The need to evaluate economic sustainability and financial performance of a social enterprise is evidenced by the success stories of Western companies offering social impact consultancy services (see Figure 1). For example, JBJ Consult (Switzerland) provides evaluation of profitability, self-sufficiency, return on investment and other financial indicators, making sure their clients’ businesses yield both financial and social return. Another example is the Monitor Institute by Deloitte, which works with social impact organizations to improve their impact and managerial performance, and to optimize resource utilization.
Figure 1. The Use of Economic Indicators in Evaluating Social Entrepreneurship in Western Countries (Based on Evolution & Philanthropy Research Organization)
1The economic stability indicator formula is based on the principle of accessibility and unambiguity of the data used: when compiling the evaluation model, the authors indicated specific locations in the accounting balance sheet where the respective indicators can be obtained. Therefore, it is no longer necessary to describe the economic component in terms of risks and in the context of investment, as suggested by SROI and IMP methodologies. These methodologies require using not just accounting, but econometric analysis methods, which may not be available to a wide range of social entrepreneurs.
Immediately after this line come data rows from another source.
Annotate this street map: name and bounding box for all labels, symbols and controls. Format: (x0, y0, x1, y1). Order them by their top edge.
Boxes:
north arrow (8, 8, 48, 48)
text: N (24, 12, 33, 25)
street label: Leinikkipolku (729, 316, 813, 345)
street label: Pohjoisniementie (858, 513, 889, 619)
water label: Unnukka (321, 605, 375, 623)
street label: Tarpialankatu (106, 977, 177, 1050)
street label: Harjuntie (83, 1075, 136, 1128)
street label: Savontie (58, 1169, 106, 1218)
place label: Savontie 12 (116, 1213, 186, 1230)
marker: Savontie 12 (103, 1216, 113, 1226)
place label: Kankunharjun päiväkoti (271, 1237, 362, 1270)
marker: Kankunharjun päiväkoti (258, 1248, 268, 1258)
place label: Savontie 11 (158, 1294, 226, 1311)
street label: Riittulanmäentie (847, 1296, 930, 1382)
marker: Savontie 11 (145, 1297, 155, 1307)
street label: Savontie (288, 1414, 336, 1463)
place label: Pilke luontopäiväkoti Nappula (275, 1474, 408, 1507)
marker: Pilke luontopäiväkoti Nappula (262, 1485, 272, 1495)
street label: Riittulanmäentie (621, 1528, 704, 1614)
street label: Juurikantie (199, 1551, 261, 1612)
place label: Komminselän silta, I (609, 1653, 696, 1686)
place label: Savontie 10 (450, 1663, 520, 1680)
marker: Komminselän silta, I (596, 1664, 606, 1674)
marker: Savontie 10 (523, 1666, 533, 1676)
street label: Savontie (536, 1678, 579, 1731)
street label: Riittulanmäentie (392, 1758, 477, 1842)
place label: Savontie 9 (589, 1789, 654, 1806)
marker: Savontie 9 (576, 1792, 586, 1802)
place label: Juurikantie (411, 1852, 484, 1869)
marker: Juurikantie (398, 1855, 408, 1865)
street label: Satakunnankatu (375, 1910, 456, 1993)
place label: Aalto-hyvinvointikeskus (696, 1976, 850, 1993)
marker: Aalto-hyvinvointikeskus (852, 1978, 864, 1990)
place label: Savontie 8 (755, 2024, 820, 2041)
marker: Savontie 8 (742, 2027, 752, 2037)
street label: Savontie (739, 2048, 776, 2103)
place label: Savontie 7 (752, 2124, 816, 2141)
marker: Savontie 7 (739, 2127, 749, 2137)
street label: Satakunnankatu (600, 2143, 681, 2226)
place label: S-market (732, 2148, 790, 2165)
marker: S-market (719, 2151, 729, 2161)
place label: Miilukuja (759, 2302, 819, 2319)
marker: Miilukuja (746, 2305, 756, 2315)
The scale and scope of most social entrepreneurship projects does not require hiring an expert in computational methods in economics and/or the social sciences.
That is why easily accessible indicators were chosen for this model, which reflect the economic effectiveness component of the social enterprise, and which every enterprise can calculate without going too deep into complex analysis methods.[34]
The proposed evaluation of the organization’s financial condition uses such ratios as current liquidity, financial sustainability and return on sales, based on figures that can be found in the standard accounting statements.
1. Current liquidity shows whether the organization has enough working capital to cover its current liabilities as they fall due.
2. Financial sustainability shows the degree of the organization’s dependence on external funding and helps predict its solvency in the long run.
3. Return on sales is a comprehensive measure of the efficiency of material, labor and monetary resources utilization. A decrease in this figure means either a decrease in sales or inefficiency of economic activity.